12
Dec

The other night brother Abe, founder of Deep Web Technologies, and I were having a conversation about the term “federated search.” Abe told me about an article published in New Idea Engineering titled “What’s in a name: Federated Search.” Author Miles Kehoe also ran into a customer who believed that federated search meant the searching of content that had been “federated” into a single index and searched from the one index. Specifically, Kehoe wrote:

“… our customer - whose search team is staffed with equally bright folks - were of the opinion that a federated search meant that content from a number of different data stores would be indexed into a single search index, where users could enter queries and see results from all of the data stores would come from that one master index.”

I thought, “Gee, that’s interesting. Why is he telling me this? Kehoe’s experience with his customer must be unique.” Then Abe shared with me that he was at a conference a while back in which someone he was talking to had the same impression. Abe explained to the person that the term was most commonly used to refer to searching for content that was simultaneously accessed from multiple sources, with multiple indexes powering the search engines from the different sources whose content was being federated.

The distinction, of course, is crucial.

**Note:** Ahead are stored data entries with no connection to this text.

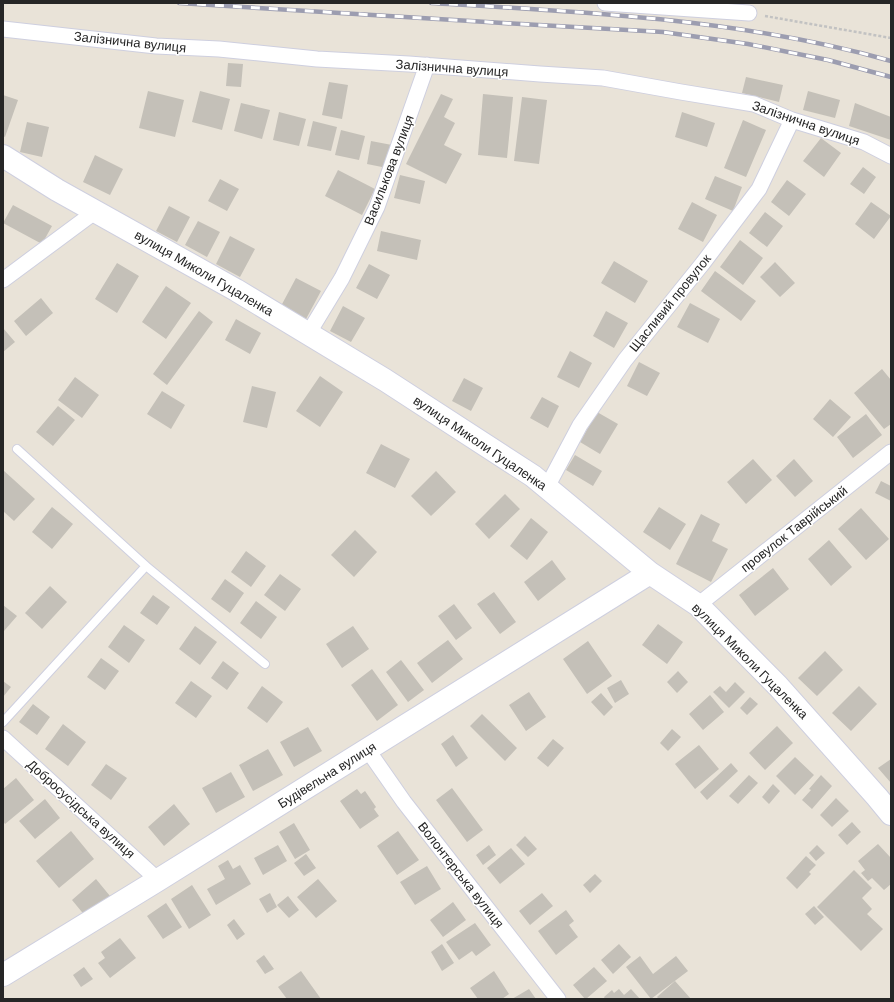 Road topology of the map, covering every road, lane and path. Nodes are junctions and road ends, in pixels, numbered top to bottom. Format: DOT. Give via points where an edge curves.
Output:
graph roads {
  1 [pos="605,3"];
  2 [pos="749,13"];
  3 [pos="3,29"];
  4 [pos="891,38"];
  5 [pos="427,65"];
  6 [pos="792,120"];
  7 [pos="3,156"];
  8 [pos="891,156"];
  9 [pos="96,211"];
  10 [pos="3,280"];
  11 [pos="308,334"];
  12 [pos="17,449"];
  13 [pos="891,452"];
  14 [pos="547,487"];
  15 [pos="146,566"];
  16 [pos="650,573"];
  17 [pos="698,605"];
  18 [pos="265,664"];
  19 [pos="3,722"];
  20 [pos="3,738"];
  21 [pos="367,749"];
  22 [pos="891,814"];
  23 [pos="158,880"];
  24 [pos="3,975"];
  25 [pos="558,999"];
  1 -- 2 [label="street"];
  2 -- 4 [label="path"];
  3 -- 5 [label="street, Залізнична вулиця" via="156,46"];
  5 -- 6 [label="street, Залізнична вулиця" via="603,78 754,104"];
  5 -- 11 [label="street, Василькова вулиця" via="377,207 342,278"];
  6 -- 8 [label="street, Залізнична вулиця" via="864,142"];
  6 -- 14 [label="street, Щасливий провулок" via="760,189 625,360 580,425"];
  7 -- 9 [label="street, вулиця Миколи Гуцаленка"];
  9 -- 10 [label="street"];
  9 -- 11 [label="street, вулиця Миколи Гуцаленка"];
  11 -- 14 [label="street, вулиця Миколи Гуцаленка" via="391,384"];
  12 -- 15 [label="lane"];
  13 -- 17 [label="street, провулок Таврійський"];
  14 -- 16 [label="street, вулиця Миколи Гуцаленка"];
  15 -- 18 [label="lane"];
  15 -- 19 [label="lane"];
  16 -- 17 [label="street, вулиця Миколи Гуцаленка"];
  16 -- 21 [label="street, Будівельна вулиця"];
  17 -- 22 [label="street, вулиця Миколи Гуцаленка" via="778,686"];
  20 -- 23 [label="street, Добросусідська вулиця"];
  21 -- 23 [label="street, Будівельна вулиця"];
  21 -- 25 [label="street, Волонтерська вулиця" via="404,802"];
  23 -- 24 [label="street, Будівельна вулиця"];
} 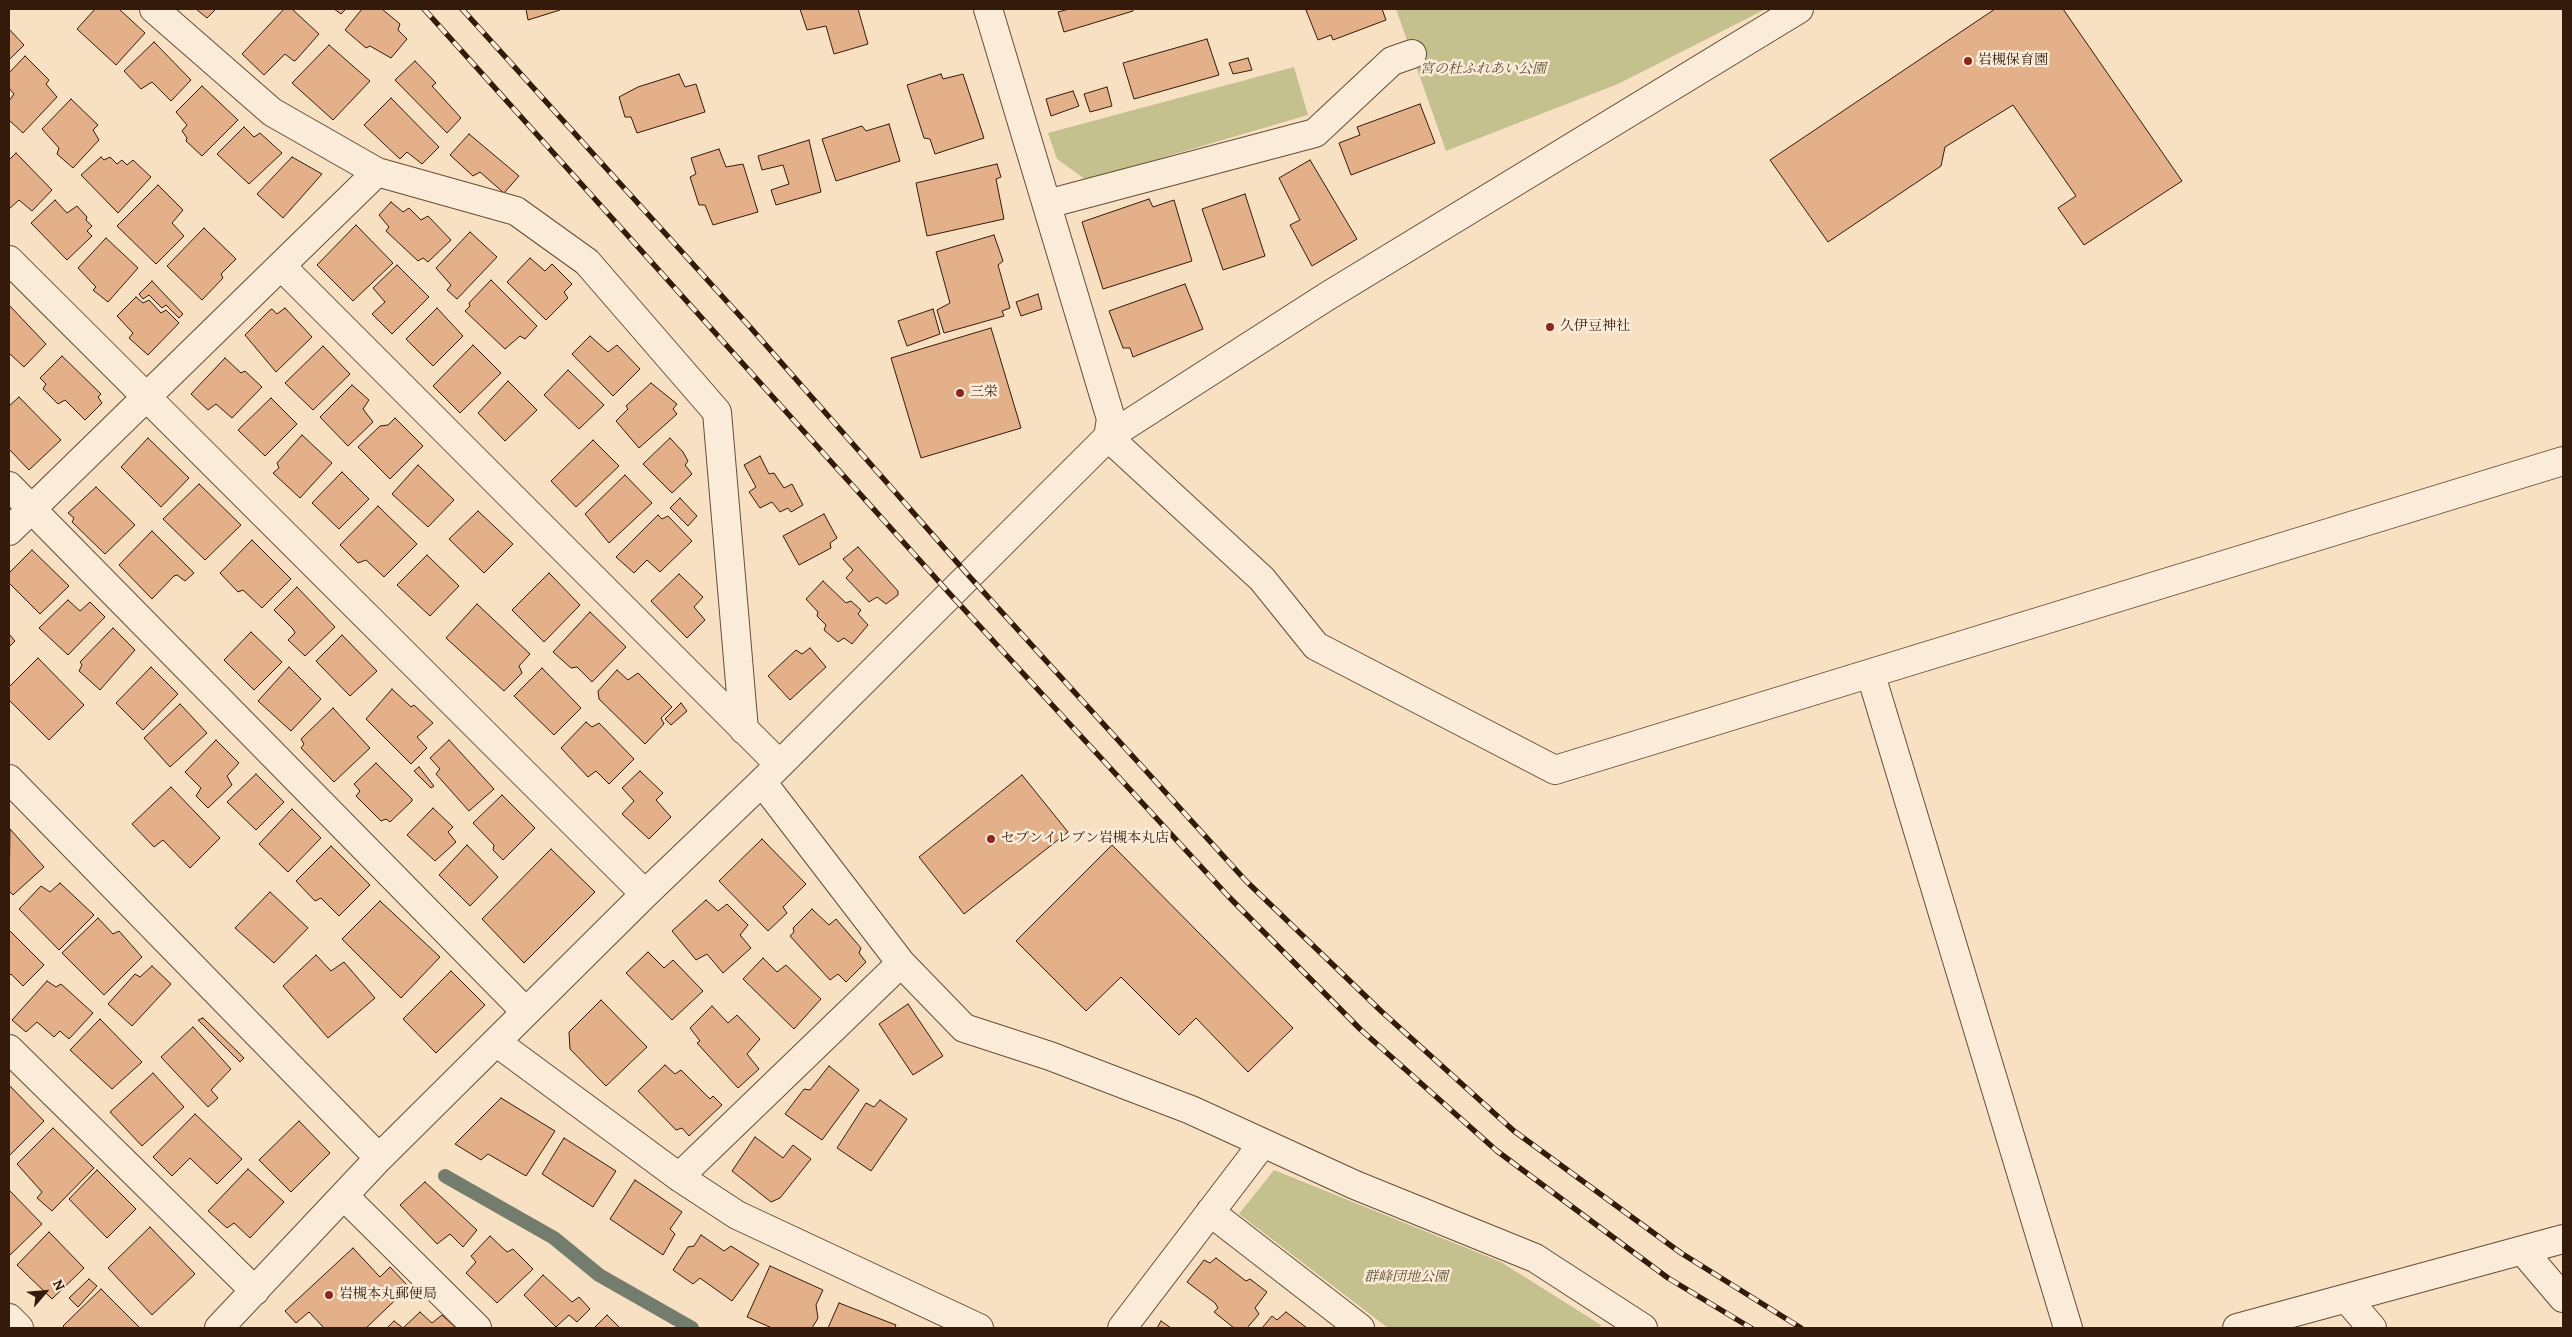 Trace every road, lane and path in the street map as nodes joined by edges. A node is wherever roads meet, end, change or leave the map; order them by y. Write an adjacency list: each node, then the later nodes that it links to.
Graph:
1 (154, 9): 5 (street)
2 (988, 9): 6 (street)
3 (1799, 9): 10 (street)
4 (1412, 54): 6 (street)
5 (377, 172): 8 (street); 16 (street)
6 (1047, 204): 10 (street)
7 (9, 260): 9 (street)
8 (281, 266): 9 (street); 16 (street)
9 (145, 398): 13 (street); 19 (street)
10 (1108, 437): 15 (street); 17 (street)
11 (2563, 461): 15 (street)
12 (9, 486): 13 (street)
13 (32, 508): 14 (street); 21 (street)
14 (9, 531)
15 (1870, 675): 42 (street)
16 (744, 730): 17 (street)
17 (771, 773): 19 (street); 20 (street)
18 (9, 779): 25 (street)
19 (645, 894): 21 (street)
20 (901, 963): 24 (street); 26 (street)
21 (526, 1012): 22 (street)
22 (496, 1042): 25 (street); 26 (street)
23 (9, 1049): 31 (street)
24 (1264, 1143): 28 (street); 41 (street)
25 (379, 1158): 27 (street)
26 (679, 1177): 38 (street)
27 (344, 1196): 31 (street); 37 (street)
28 (1210, 1212): 39 (street); 40 (street)
29 (2563, 1238): 30 (street)
30 (2523, 1251): 32 (street); 33 (street)
31 (255, 1291): 35 (street)
32 (2563, 1298)
33 (2347, 1299): 43 (street); 44 (street)
34 (9, 1318): 36 (street)
35 (222, 1327)
36 (19, 1328)
37 (477, 1328)
38 (979, 1328)
39 (1122, 1328)
40 (1360, 1328)
41 (1643, 1328)
42 (2068, 1328)
43 (2238, 1328)
44 (2372, 1328) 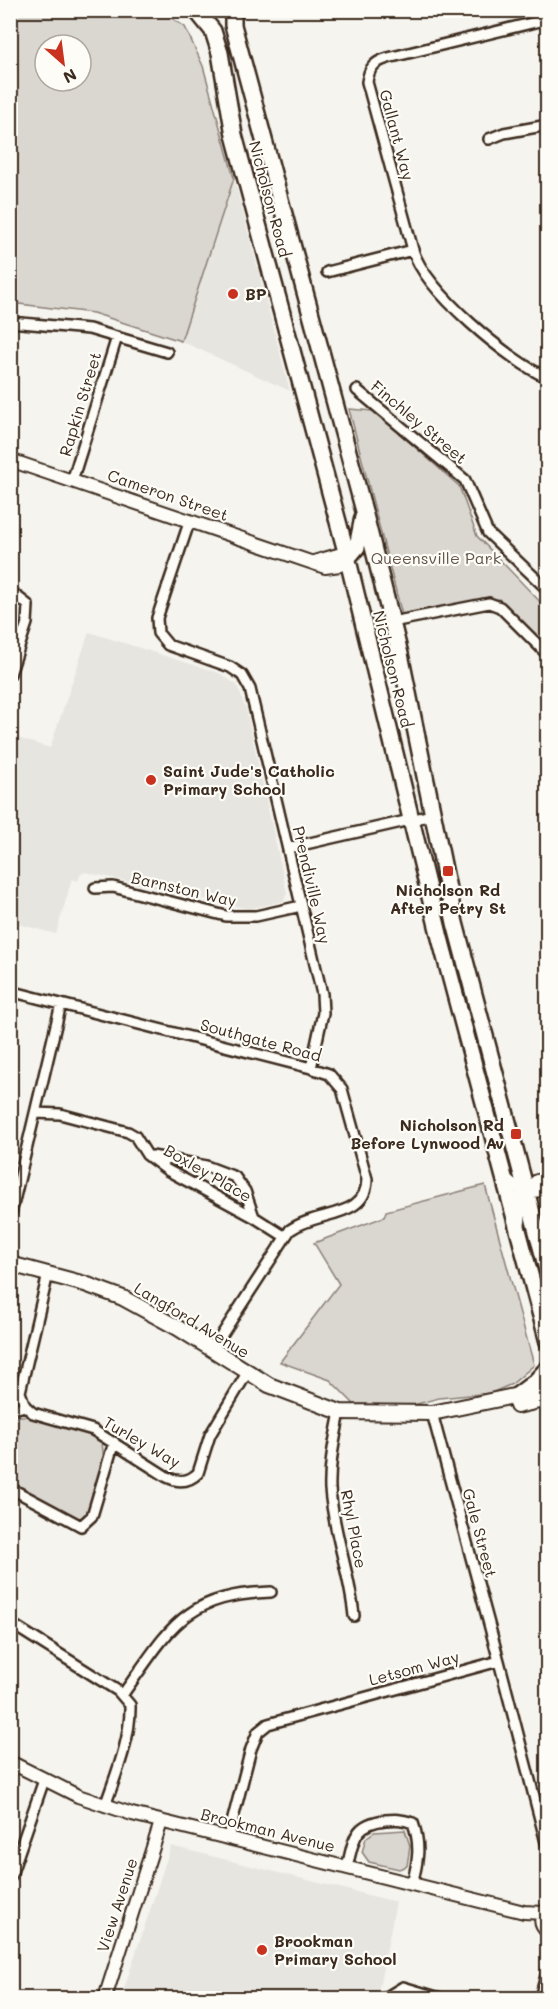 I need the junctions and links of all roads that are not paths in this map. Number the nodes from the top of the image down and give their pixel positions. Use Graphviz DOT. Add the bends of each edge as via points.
graph roads {
  1 [pos="196,10"];
  2 [pos="233,10"];
  3 [pos="547,10"];
  4 [pos="548,18"];
  5 [pos="548,125"];
  6 [pos="489,139"];
  7 [pos="413,250"];
  8 [pos="327,272"];
  9 [pos="10,322"];
  10 [pos="117,337"];
  11 [pos="167,352"];
  12 [pos="548,378"];
  13 [pos="357,390"];
  14 [pos="10,460"];
  15 [pos="72,481"];
  16 [pos="364,511"];
  17 [pos="190,520"];
  18 [pos="347,559"];
  19 [pos="380,574"];
  20 [pos="548,590"];
  21 [pos="10,591"];
  22 [pos="392,622"];
  23 [pos="548,655"];
  24 [pos="10,674"];
  25 [pos="432,815"];
  26 [pos="411,819"];
  27 [pos="288,848"];
  28 [pos="95,888"];
  29 [pos="301,906"];
  30 [pos="10,991"];
  31 [pos="61,1004"];
  32 [pos="311,1068"];
  33 [pos="35,1113"];
  34 [pos="147,1155"];
  35 [pos="548,1179"];
  36 [pos="505,1181"];
  37 [pos="548,1190"];
  38 [pos="525,1191"];
  39 [pos="254,1217"];
  40 [pos="10,1218"];
  41 [pos="518,1233"];
  42 [pos="284,1236"];
  43 [pos="10,1264"];
  44 [pos="548,1273"];
  45 [pos="48,1274"];
  46 [pos="548,1342"];
  47 [pos="212,1350"];
  48 [pos="548,1368"];
  49 [pos="247,1373"];
  50 [pos="548,1389"];
  51 [pos="515,1397"];
  52 [pos="548,1399"];
  53 [pos="25,1406"];
  54 [pos="10,1410"];
  55 [pos="346,1413"];
  56 [pos="433,1417"];
  57 [pos="114,1442"];
  58 [pos="10,1488"];
  59 [pos="271,1592"];
  60 [pos="354,1616"];
  61 [pos="10,1623"];
  62 [pos="499,1661"];
  63 [pos="123,1694"];
  64 [pos="10,1762"];
  65 [pos="44,1780"];
  66 [pos="105,1806"];
  67 [pos="161,1822"];
  68 [pos="228,1838"];
  69 [pos="548,1850"];
  70 [pos="347,1867"];
  71 [pos="10,1878"];
  72 [pos="412,1884"];
  73 [pos="545,1919"];
  74 [pos="548,1968"];
  75 [pos="105,1998"];
  76 [pos="385,1998"];
  77 [pos="440,1998"];
  78 [pos="540,1998"];
  1 -- 18 [label="main road, Nicholson Road" via="213,31 219,47 234,135"];
  2 -- 16 [label="main road, Nicholson Road" via="233,25 263,142"];
  3 -- 4 [label="street"];
  4 -- 7 [label="street, Gallant Way" via="375,62 367,82"];
  5 -- 6 [label="street"];
  7 -- 8 [label="street"];
  7 -- 12 [label="street" via="443,299 487,337"];
  9 -- 10 [label="street" via="89,329"];
  10 -- 11 [label="street"];
  10 -- 15 [label="street, Rapkin Street"];
  13 -- 20 [label="street, Finchley Street" via="465,480 488,533"];
  14 -- 15 [label="street, Cameron Street"];
  15 -- 17 [label="street, Cameron Street"];
  16 -- 18 [label="main road" via="357,547"];
  16 -- 19 [label="main road, Nicholson Road"];
  17 -- 18 [label="street, Cameron Street" via="314,562 338,555"];
  17 -- 27 [label="street, Prendiville Way" via="157,618 158,633 168,645 242,675 250,689"];
  18 -- 19 [label="main road" via="361,560"];
  18 -- 26 [label="main road, Nicholson Road"];
  19 -- 22 [label="main road, Nicholson Road"];
  21 -- 24 [label="street" via="28,605 27,623"];
  22 -- 23 [label="street" via="489,603 500,607"];
  22 -- 25 [label="main road, Nicholson Road"];
  25 -- 26 [label="street"];
  25 -- 38 [label="main road, Nicholson Road" via="455,923"];
  26 -- 27 [label="street"];
  26 -- 36 [label="main road, Nicholson Road"];
  27 -- 29 [label="street, Prendiville Way"];
  28 -- 29 [label="street, Barnston Way" via="113,887 226,916 256,916"];
  29 -- 32 [label="street, Prendiville Way" via="322,994 323,1013"];
  30 -- 31 [label="street, Southgate Road"];
  31 -- 32 [label="street, Southgate Road"];
  31 -- 33 [label="street"];
  32 -- 42 [label="street, Southgate Road" via="337,1080 342,1089 368,1179 367,1192 353,1207 301,1222"];
  33 -- 34 [label="street, Boxley Place" via="60,1114 128,1132"];
  33 -- 40 [label="street"];
  34 -- 39 [label="street, Boxley Place"];
  34 -- 39 [label="street, Boxley Place" via="206,1166 235,1177 245,1191"];
  35 -- 38 [label="street" via="537,1181"];
  36 -- 38 [label="street"];
  36 -- 41 [label="main road, Nicholson Road"];
  37 -- 38 [label="street"];
  38 -- 41 [label="street" via="520,1198"];
  38 -- 44 [label="main road, Nicholson Road"];
  39 -- 42 [label="street, Boxley Place"];
  41 -- 46 [label="main road, Nicholson Road"];
  42 -- 47 [label="street, Southgate Road"];
  43 -- 45 [label="main road, Langford Avenue"];
  45 -- 47 [label="main road, Langford Avenue" via="123,1298"];
  45 -- 53 [label="street" via="20,1392"];
  47 -- 49 [label="main road, Langford Avenue"];
  48 -- 51 [label="main road"];
  49 -- 55 [label="main road, Langford Avenue" via="295,1397"];
  49 -- 57 [label="street, Turley Way" via="210,1435 201,1467 193,1479 175,1481"];
  50 -- 51 [label="main road, Langford Avenue"];
  51 -- 56 [label="main road, Langford Avenue"];
  52 -- 56 [label="main road, Langford Avenue"];
  53 -- 54 [label="street"];
  53 -- 57 [label="street, Turley Way" via="33,1413 93,1430"];
  55 -- 56 [label="main road, Langford Avenue" via="388,1422"];
  55 -- 60 [label="street, Rhyl Place" via="331,1461 330,1490"];
  56 -- 62 [label="street, Gale Street"];
  57 -- 58 [label="street" via="92,1516 81,1526"];
  59 -- 63 [label="street" via="251,1593 195,1608 174,1624"];
  61 -- 63 [label="street"];
  62 -- 68 [label="street, Letsom Way" via="268,1725 258,1732 251,1749"];
  62 -- 69 [label="street"];
  63 -- 66 [label="street" via="130,1705 130,1720"];
  64 -- 65 [label="street, Brookman Avenue"];
  65 -- 66 [label="street, Brookman Avenue"];
  65 -- 71 [label="street"];
  66 -- 67 [label="street, Brookman Avenue"];
  67 -- 68 [label="street, Brookman Avenue"];
  67 -- 75 [label="street, View Avenue"];
  68 -- 70 [label="street, Brookman Avenue"];
  70 -- 72 [label="street, Brookman Avenue"];
  70 -- 72 [label="street" via="362,1826 400,1818 412,1822 419,1839"];
  72 -- 73 [label="street, Brookman Avenue"];
  74 -- 78 [label="street"];
  76 -- 77 [label="street" via="403,1988"];
}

If you’re meeting with a potential customer who believes you’re discussing an approach where all content is harvested, indexed and accessed from one source but you think you’re discussing live search of heterogeneous sources then you’re talking apples and oranges.

I spent some time Googling for other stories of confusion over the term’s meaning but couldn’t turn up any interesting references. So, either this confusion isn’t widespread or it’ll take someone more clever than myself to find examples on the web.

Have any of you run into this particular confusion? Do share.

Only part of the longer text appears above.